_Extracted data entries_
+ + + + + + +
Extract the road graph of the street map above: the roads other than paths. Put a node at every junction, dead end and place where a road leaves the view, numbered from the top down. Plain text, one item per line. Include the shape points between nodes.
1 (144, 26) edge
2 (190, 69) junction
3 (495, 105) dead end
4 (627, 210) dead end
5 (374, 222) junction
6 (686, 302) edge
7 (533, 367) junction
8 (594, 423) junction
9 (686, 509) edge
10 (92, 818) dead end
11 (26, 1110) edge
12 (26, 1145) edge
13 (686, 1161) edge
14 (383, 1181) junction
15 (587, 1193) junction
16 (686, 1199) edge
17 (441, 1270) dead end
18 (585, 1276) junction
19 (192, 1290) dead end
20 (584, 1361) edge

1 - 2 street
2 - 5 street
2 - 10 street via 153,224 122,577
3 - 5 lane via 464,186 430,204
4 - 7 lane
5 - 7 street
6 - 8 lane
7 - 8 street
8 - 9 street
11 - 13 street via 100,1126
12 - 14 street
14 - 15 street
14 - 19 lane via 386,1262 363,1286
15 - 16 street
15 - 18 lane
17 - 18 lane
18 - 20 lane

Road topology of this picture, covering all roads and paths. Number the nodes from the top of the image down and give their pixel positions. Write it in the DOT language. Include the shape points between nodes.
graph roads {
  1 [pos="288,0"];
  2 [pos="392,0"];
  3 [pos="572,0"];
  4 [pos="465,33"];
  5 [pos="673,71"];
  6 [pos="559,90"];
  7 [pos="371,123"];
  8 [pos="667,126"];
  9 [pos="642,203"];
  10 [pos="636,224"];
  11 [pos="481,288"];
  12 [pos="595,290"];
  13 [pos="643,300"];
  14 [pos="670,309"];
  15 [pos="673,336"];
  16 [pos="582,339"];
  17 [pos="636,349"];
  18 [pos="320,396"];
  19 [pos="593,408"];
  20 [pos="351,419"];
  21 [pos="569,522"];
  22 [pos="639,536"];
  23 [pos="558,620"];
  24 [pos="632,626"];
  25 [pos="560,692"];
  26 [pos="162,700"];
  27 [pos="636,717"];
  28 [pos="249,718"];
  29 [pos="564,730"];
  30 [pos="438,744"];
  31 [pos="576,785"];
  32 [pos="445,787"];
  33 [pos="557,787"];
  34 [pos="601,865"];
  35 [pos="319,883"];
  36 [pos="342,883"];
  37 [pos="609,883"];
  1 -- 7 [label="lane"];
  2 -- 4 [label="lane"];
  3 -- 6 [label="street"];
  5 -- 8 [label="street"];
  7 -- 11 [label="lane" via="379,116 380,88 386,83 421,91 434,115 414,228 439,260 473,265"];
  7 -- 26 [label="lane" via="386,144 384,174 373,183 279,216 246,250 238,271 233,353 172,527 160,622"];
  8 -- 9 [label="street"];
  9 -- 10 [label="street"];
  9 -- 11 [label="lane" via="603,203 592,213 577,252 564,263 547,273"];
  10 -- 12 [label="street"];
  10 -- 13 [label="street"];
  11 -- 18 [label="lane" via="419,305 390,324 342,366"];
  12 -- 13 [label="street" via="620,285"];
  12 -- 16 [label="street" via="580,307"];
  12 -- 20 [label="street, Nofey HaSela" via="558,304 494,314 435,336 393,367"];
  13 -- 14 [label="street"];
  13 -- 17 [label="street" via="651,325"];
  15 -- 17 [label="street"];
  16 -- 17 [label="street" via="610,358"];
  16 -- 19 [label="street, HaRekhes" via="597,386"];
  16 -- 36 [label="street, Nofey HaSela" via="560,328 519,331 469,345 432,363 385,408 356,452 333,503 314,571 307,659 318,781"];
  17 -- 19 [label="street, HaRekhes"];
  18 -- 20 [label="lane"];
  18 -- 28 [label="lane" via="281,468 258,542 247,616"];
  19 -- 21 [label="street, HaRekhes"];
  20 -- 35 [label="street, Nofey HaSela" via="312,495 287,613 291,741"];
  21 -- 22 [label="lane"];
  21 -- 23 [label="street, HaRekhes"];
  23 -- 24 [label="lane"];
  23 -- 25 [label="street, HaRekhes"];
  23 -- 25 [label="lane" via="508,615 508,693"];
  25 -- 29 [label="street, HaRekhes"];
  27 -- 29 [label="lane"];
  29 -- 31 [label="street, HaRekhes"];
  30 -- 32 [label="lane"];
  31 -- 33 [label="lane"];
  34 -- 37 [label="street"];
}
+ + + + + + +
_Exercise objective_
Write only the number of lines in the data where the word "graph" occurs.

_Response to this task_
2